Figure out how to get around an obstacle: if it is a new obstacle, a box in the hallway, a side effect of the navigation program is that it will update its map, and figure out a way to get around it. I didn't have to program "avoid **NEW** obstacle"

I can put it in any home, give it some time to map it out, name certain areas (IE, this square = kitchen this square = lounge room)

I'd have to define the fridge as well. My robot cannot open the door on the fridge by itself. It needs help from a solenoid.

My vision software isn't the best, so it would take a while to grab the beer.

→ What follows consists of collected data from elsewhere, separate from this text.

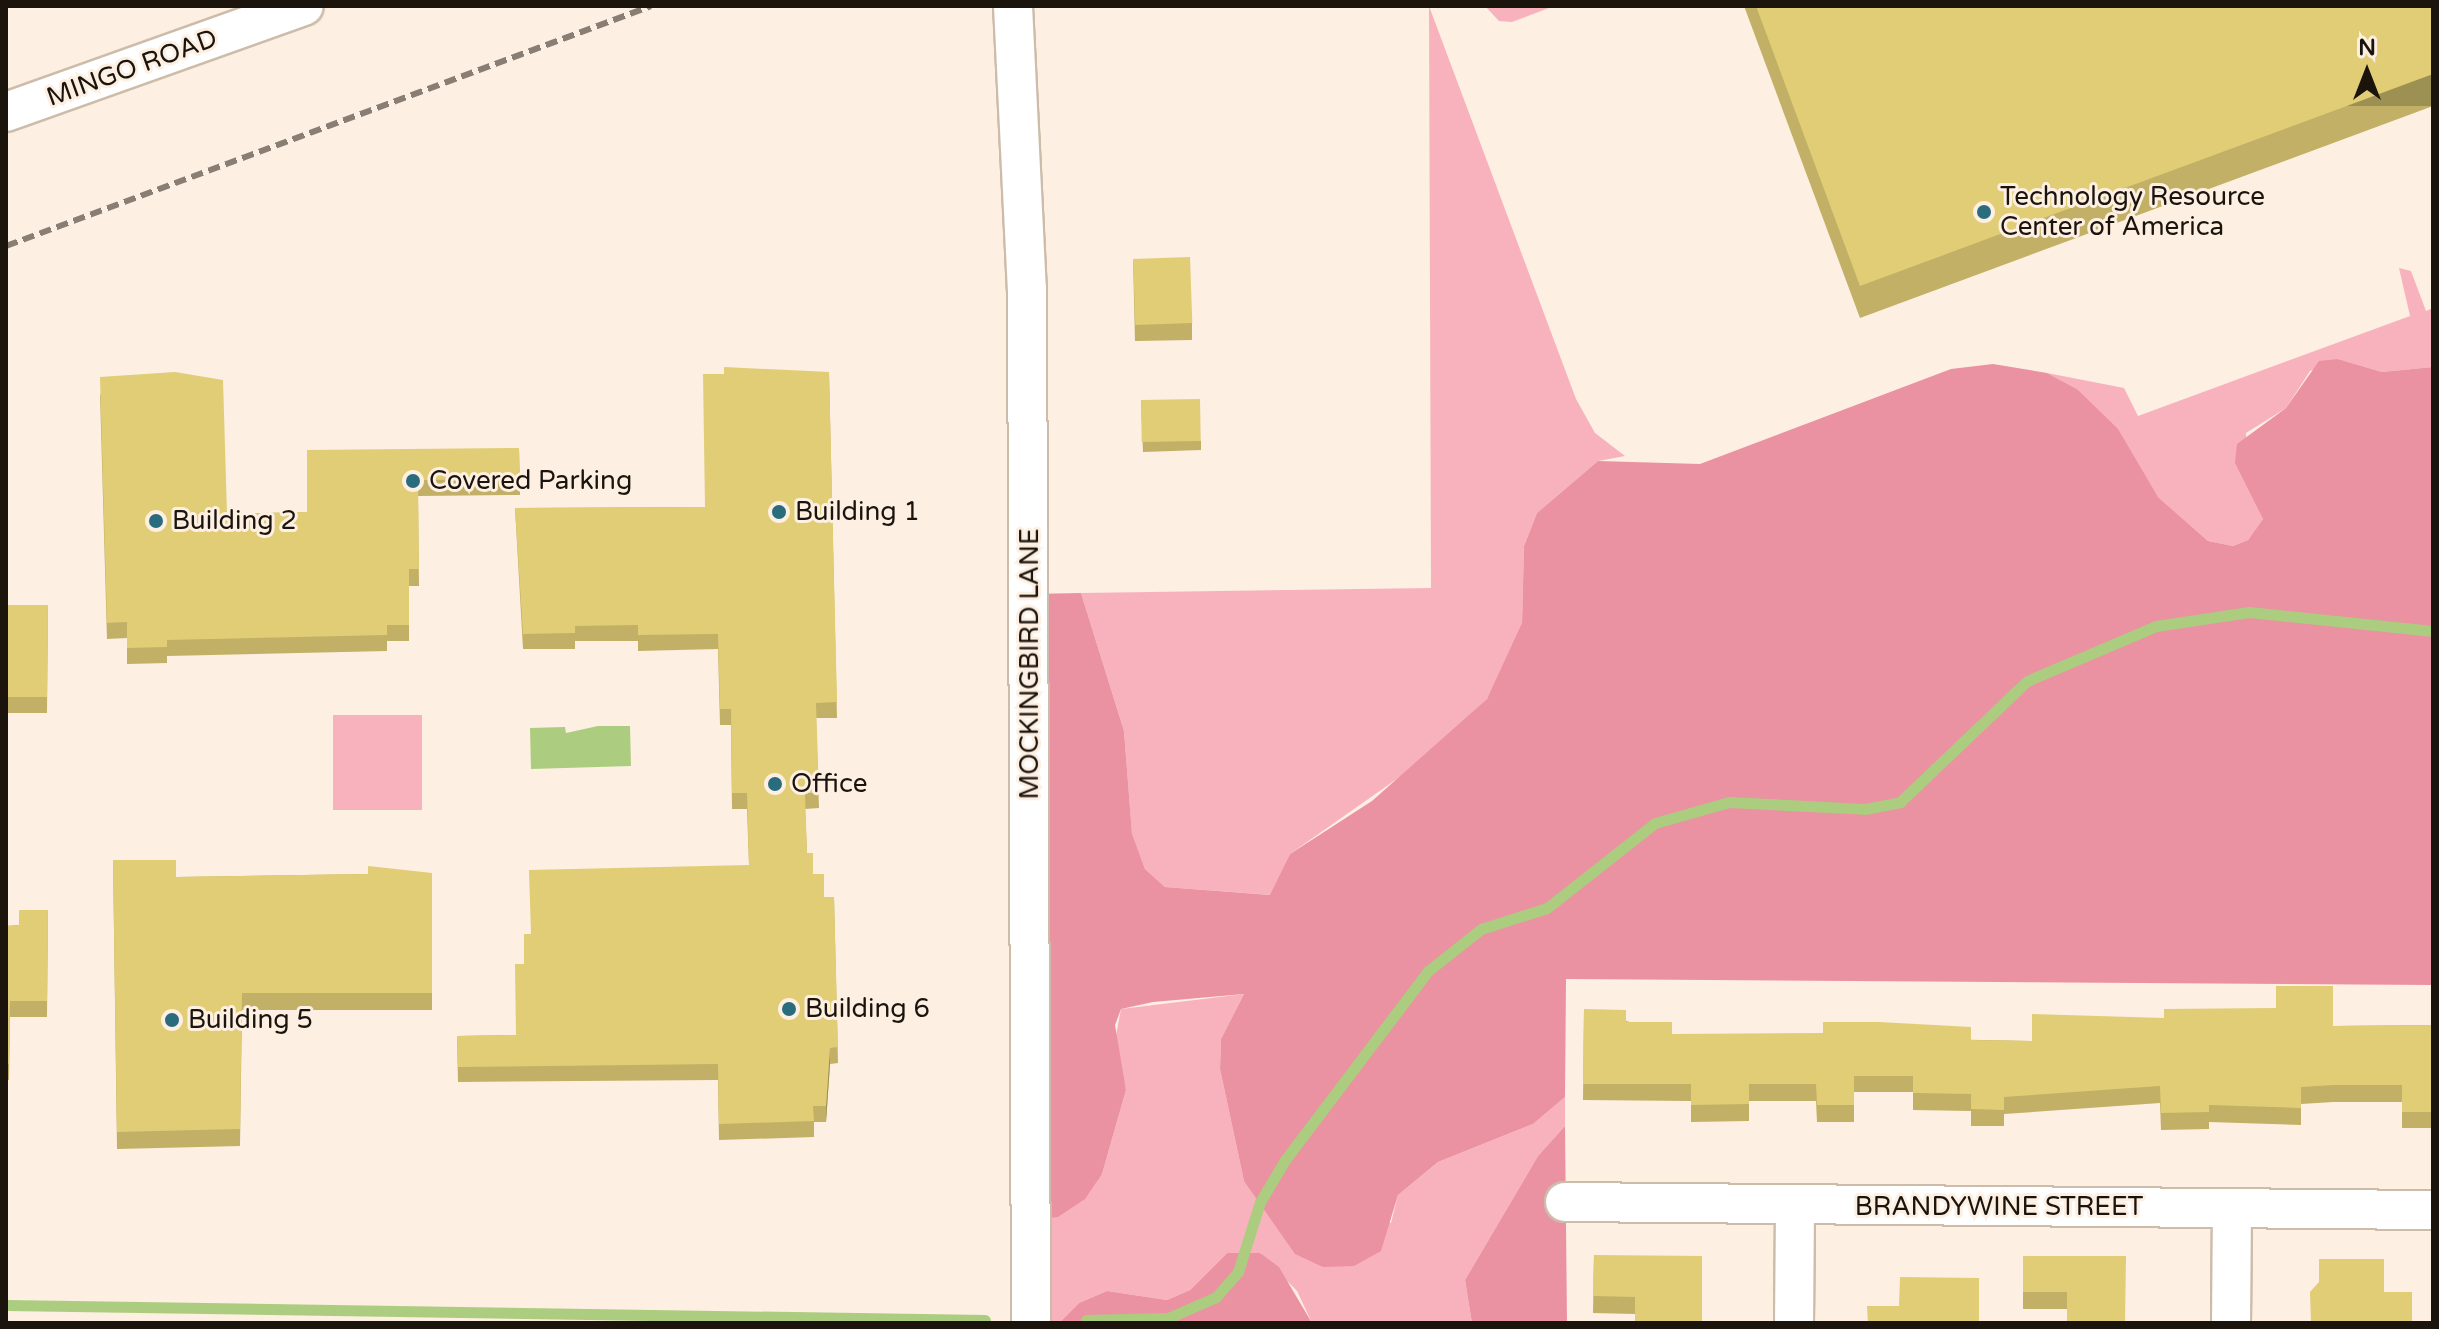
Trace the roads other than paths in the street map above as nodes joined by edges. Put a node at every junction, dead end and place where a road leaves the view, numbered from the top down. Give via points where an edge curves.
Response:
1 (304, 6) edge
2 (1013, 6) edge
3 (6, 112) edge
4 (1565, 1202) dead end
5 (1795, 1206) junction
6 (2232, 1209) junction
7 (2433, 1210) edge
8 (1031, 1323) edge
9 (1794, 1323) edge
10 (2231, 1323) edge

1 - 3 street, MINGO ROAD
2 - 8 street, MOCKINGBIRD LANE via 1027,289
4 - 5 street, BRANDYWINE STREET
5 - 6 street, BRANDYWINE STREET
5 - 9 street
6 - 7 street, BRANDYWINE STREET
6 - 10 street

It has no problem "meeting" you anywhere. Just tell it coordinates or room name.

No, it isn't human. :-)

Humans don't use "flood fills" to navigate space.

If you consider a (flood fills leading edge) to be the "mind's eye" of your own mind thinking of a way to get from your house to the post office, then I think it certainly resembles the way we think.

I see in my mind getting up, getting in car, drive down the road, the turns I have to make. It is all in order.

As the navigation program flood fills it's memory of space to find a destination, the flood fill stops at walls... That is disreguarding that option, or NOT thinking about taking sharp turn into wall and bumping head. The flood continues down travelable paths.

It is better at finding the quickest route for sure.

Rich

Reply to
aiiadict

robotic lawnmower and edger

Haven't seen a commercial one yet. Probably due to liability issues.

I'm wrong there is supposedly a few.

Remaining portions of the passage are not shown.